However, only two of the councils answered the questions - and three of them refused to do so.

Babergh District Council, Mid Suffolk District Council and Ipswich Borough Council would not answer.

A Babergh spokesman: “The Evening Star's questions assume that Babergh has some measure of responsibility for, or authority over, the issue of the future expansion of Stansted and the air space over our district.

“This is just not the case, although as one of many consultees involved the views of Babergh's councillors have been relayed to the appropriate bodies.

“As such, we have expressed a number of concerns over the wider environmental impact of any expansion, the lack of obvious economic benefits to Babergh's residents from such growth and the particular issue of night flying over our district.
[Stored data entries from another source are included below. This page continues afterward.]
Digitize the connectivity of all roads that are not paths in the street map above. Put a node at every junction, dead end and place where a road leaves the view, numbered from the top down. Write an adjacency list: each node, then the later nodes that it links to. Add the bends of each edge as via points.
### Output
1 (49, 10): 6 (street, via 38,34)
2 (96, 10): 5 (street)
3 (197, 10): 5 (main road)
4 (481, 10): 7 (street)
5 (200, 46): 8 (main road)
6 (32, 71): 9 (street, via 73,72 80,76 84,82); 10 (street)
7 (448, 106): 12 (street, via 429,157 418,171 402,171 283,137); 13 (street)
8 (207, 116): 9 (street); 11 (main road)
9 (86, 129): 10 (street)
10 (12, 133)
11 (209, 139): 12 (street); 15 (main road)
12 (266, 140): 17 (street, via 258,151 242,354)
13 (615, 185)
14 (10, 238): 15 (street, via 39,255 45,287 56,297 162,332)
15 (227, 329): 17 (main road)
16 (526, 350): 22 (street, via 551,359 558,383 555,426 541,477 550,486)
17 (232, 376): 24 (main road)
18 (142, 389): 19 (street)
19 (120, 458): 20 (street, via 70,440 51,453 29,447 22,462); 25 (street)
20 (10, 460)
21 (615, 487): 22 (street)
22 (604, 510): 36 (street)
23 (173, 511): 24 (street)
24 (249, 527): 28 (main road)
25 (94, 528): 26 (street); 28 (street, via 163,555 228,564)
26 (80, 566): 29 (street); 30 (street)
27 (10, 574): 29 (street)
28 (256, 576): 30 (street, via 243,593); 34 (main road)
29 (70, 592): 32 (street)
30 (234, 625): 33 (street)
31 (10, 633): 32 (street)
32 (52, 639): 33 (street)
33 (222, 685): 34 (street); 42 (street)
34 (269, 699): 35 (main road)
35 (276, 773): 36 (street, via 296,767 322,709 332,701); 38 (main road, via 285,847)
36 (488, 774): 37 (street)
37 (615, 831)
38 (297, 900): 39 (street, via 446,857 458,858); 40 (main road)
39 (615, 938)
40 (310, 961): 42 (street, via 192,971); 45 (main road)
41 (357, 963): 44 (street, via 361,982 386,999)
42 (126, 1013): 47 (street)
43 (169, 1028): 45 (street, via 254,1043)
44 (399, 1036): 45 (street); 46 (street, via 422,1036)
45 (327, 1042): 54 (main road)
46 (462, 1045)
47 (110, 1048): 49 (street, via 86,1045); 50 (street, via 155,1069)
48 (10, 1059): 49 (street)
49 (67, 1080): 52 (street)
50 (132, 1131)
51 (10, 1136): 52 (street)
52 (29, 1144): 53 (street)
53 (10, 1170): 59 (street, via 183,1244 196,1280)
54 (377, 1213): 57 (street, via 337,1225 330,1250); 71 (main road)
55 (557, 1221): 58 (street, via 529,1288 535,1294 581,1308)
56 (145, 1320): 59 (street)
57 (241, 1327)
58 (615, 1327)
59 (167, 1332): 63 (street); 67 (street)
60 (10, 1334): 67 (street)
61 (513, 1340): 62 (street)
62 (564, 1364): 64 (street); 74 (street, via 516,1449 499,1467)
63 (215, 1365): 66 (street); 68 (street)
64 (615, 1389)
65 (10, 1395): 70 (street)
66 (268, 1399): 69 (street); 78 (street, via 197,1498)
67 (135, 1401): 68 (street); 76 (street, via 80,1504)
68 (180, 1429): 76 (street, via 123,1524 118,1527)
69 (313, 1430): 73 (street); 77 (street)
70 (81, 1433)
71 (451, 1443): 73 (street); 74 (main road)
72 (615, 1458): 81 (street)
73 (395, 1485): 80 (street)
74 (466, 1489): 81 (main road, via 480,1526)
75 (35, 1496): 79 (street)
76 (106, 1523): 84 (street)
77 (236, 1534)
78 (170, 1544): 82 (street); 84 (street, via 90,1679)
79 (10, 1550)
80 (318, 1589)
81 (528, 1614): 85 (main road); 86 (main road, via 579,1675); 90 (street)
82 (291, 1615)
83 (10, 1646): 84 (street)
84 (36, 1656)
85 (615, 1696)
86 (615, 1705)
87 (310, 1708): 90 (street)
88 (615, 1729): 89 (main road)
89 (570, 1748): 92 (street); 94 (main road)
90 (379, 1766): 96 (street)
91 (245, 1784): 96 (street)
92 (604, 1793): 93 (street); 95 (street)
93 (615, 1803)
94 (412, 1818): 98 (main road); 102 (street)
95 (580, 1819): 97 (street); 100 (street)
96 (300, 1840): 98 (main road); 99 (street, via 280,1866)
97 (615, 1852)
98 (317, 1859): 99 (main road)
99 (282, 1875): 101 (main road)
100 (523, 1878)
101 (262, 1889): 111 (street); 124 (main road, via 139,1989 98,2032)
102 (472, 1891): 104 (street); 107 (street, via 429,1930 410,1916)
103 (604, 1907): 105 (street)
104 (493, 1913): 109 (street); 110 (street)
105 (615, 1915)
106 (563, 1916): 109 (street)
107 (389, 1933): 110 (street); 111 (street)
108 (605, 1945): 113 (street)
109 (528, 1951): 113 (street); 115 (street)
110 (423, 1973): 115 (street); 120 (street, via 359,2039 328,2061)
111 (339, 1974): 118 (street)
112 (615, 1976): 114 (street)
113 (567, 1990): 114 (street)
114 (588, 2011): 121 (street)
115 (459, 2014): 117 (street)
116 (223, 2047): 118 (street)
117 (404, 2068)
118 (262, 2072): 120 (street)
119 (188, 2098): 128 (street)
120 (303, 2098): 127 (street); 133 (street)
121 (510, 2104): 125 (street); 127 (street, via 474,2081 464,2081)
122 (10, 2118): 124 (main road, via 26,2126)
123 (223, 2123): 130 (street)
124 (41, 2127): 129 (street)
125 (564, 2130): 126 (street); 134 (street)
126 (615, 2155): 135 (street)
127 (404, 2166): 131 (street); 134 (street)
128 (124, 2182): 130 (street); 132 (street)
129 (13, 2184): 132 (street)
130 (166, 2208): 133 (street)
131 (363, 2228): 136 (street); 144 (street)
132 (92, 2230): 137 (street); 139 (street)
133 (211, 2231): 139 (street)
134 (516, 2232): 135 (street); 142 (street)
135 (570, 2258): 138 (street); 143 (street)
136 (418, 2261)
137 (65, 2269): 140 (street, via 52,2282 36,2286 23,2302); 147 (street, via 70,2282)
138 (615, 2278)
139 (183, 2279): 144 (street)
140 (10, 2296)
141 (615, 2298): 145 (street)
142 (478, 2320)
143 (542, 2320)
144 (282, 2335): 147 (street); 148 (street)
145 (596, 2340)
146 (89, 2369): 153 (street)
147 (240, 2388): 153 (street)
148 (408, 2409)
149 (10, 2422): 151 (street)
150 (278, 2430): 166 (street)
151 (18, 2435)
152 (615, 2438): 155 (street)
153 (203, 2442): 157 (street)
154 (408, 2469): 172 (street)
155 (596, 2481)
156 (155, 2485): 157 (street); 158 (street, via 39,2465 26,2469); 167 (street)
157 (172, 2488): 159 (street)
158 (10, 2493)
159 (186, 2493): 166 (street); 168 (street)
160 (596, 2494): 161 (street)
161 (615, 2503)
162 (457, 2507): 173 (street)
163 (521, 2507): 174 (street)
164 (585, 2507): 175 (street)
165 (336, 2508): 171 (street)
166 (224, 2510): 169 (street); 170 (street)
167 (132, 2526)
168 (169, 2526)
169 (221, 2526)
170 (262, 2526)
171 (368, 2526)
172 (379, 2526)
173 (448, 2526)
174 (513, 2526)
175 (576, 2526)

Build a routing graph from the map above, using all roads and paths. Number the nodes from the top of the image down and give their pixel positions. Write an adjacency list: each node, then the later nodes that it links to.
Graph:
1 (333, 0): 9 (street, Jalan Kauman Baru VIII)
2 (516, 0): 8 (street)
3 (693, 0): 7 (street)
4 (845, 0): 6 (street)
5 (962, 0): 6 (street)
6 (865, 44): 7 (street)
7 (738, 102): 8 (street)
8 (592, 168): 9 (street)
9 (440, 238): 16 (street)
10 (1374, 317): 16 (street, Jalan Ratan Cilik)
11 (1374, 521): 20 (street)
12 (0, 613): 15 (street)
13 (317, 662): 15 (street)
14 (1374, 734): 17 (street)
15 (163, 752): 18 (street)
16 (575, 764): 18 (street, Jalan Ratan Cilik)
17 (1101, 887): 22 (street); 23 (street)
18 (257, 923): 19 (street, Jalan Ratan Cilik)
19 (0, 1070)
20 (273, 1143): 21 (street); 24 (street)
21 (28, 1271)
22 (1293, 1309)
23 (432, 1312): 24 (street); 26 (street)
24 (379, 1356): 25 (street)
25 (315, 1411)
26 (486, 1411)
“Furthermore, Babergh's request that local people should have a chance to express their views on Stansted may have contributed to one session of the present inquiry being held in Sudbury in September.”

A Mid Suffolk District Council spokesman said: “We agree with our neighbouring authority Babergh about the questions.

“We are also one of the consultees involved in this process and we regularly ensure that our councillors and officers are given the opportunity to convey their views to the appropriate organisations.

“We have also expressed a number of concerns over the wider environmental impact of any expansion, the lack of obvious economic benefits to Mid Suffolk's residents from such growth and the particular issue of night flying over our district.”

Ipswich Borough Council said it believed it may be consulted on future planning applications and would need to consider the evidence and respond at that time.

Suffolk County Councillor Eddy Alcock, responsible for the environment, said council officers had met NATS officers three times in preparation for the next round of airspace changes to avoid the problems with the previous consultation which “did not give a clear, comprehensive and accurate indication of the likely outcomes” of the increase in airspace.

The council has already voiced concern over the proposals to increase use of the runway at Stansted and a possible second runway.

Suffolk Coastal councillor Andrew Nunn said the council has had few complaints about noise but is concerned about climate change and encouraging a reduction in the amount of carbon dioxide emissions.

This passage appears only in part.